Microsoft Corp. announced on Wednesday that it would be cutting 10,000 jobs, or around 5% of its workforce this year, as a means to address the challenging economic conditions affecting many major players in the technology industry. The decision will result in a $1.2 billion charge in the second quarter, as per the company’s statement in a blog post.
These job cuts come as the software giant is experiencing a decline in customer spending, particularly in regions that are currently in recession. With Microsoft set to release its fiscal second-quarter earnings on January 24th, it is clear that the economic climate is having an impact on the company’s operations. CEO Satya Nadella stated that the company is observing “customers optimize their digital spend to do more with less.”
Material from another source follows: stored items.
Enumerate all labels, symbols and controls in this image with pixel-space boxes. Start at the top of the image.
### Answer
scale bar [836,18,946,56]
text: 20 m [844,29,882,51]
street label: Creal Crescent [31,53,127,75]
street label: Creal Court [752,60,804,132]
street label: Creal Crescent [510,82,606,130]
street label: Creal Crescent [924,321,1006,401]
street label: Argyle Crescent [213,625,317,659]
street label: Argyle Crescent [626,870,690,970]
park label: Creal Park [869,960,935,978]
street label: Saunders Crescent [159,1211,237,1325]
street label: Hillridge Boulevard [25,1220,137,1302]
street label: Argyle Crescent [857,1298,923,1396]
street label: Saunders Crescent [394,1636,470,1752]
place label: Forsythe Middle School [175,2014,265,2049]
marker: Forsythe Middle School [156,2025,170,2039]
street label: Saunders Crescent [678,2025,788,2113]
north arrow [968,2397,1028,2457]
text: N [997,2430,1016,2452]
While other tech companies such as Amazon.com Inc., Meta Platforms Inc. and Salesforce Inc. have recently made significant job cuts, Microsoft has taken a more conservative approach in addressing the uncertain global economic outlook and potential decline in demand for software and services.
The company based in Redmond, Washington has halted hiring and eliminated open positions, even in priority businesses such as security software and cloud computing. It has also recently reduced its workforce of 221,000 by less than 1% in October and July.
Many were surprised by this move as Microsoft has been a stable player in the tech industry and has been performing well financially. However, the company has decided to take this step as a precautionary measure to stay ahead of the curve and prepare for any potential economic downturn. The job cuts will be across all business units, and the company plans to offer severance packages and other support to those affected.